2021-03-11, 15:05   #5
LaurV
Romulan Interpreter

Jun 2011
Thailand

100100100111112 Posts

Quote:
 Originally Posted by Dr Sardonicus I am not aware of any examples where the 3-PRP fails to detect a composite Mp.
Albeit they are possible in theory (i.e. there is no proof of the contrary, and if they exist, they are called "pseudoprimes"), you would be more famous if you find one such pseudoprime, than if you find a 1 billion digits mersenne prime. Please note that when talking about composite mersenne factors, there are few known which are pseudoprime. It was my "belief" in the past that they do not exist (so a 3-prp would be enough to decide if a cofactor is prime or composite), but I could not prove it, and later a forumite here provided me with counterexamples. Thinking by extrapolation, a composite mersenne is just a product of prime mersenne factors (similar to a composite cofactor), so there is no reason why some of them would not be 3-pseudoprimes.

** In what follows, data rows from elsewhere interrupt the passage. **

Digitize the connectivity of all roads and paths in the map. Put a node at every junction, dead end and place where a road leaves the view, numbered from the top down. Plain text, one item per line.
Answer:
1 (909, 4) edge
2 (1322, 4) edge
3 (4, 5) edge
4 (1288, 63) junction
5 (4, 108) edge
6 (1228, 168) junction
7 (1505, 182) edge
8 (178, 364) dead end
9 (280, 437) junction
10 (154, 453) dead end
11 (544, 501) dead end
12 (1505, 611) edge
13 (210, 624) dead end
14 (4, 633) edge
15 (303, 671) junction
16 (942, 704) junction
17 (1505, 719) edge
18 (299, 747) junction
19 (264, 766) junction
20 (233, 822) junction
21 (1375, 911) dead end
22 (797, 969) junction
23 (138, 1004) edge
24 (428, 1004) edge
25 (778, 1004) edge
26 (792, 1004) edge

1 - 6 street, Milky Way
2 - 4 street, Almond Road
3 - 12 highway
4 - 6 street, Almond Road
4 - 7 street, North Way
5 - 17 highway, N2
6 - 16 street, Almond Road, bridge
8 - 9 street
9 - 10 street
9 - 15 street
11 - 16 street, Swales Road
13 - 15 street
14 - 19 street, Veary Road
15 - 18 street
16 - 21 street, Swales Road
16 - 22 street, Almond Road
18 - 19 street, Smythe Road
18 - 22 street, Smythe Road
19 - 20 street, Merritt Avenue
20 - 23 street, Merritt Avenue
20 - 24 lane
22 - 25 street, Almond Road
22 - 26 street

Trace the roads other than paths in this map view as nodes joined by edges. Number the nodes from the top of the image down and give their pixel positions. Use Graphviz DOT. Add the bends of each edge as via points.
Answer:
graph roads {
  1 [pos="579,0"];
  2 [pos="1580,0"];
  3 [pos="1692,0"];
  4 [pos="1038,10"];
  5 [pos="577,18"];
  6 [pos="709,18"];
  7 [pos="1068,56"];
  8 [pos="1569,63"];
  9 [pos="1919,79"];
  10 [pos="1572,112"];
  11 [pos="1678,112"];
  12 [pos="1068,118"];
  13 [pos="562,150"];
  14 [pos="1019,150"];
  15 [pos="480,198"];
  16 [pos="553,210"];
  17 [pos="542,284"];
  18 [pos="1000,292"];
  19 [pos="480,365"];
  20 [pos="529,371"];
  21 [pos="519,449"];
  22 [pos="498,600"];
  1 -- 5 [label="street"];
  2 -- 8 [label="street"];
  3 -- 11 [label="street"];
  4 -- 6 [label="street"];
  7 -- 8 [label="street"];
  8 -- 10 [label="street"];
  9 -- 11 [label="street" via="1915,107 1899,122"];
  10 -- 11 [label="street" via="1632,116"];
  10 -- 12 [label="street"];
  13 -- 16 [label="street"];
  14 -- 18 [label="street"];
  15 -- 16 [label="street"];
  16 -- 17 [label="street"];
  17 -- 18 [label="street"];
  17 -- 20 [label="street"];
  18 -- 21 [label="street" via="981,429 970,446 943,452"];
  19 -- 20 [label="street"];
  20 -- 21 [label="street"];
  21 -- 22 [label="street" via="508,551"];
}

Last fiddled with by LaurV on 2021-03-11 at 15:11

2021-03-11, 16:16   #6
R. Gerbicz

"Robert Gerbicz"
Oct 2005
Hungary

26628 Posts

Quote:
 Originally Posted by PAT291 Is there any theorem that says that if Mn divides (a^(n-1)/2 + 1) for some a > 2 then Mn is prime? Where can I find related theorems. Thanks in advance
So you want to say that if a^((mp-1)/2)==-1 mod mp for given a>2 then mp is prime.
It would follow that Mp is always prime(!), just use a=-1+mp. To see a non-trivial counterexample: let a=11 and p=11 then your equation holds, but m11=23*89 is composite.

2021-03-11, 16:40   #7
Dr Sardonicus

Feb 2017
Nowhere

2·7·11·29 Posts

Quote:
 Originally Posted by LaurV Please note that when talking about composite mersenne factors, there are few known which are pseudoprime. It was my "belief" in the past that they do not exist (so a 3-prp would be enough to decide if a cofactor is prime or composite), but I could not prove it, and later a forumite here provided me with counterexamples.
Could you please post one of these, or, if previously posted, give a link?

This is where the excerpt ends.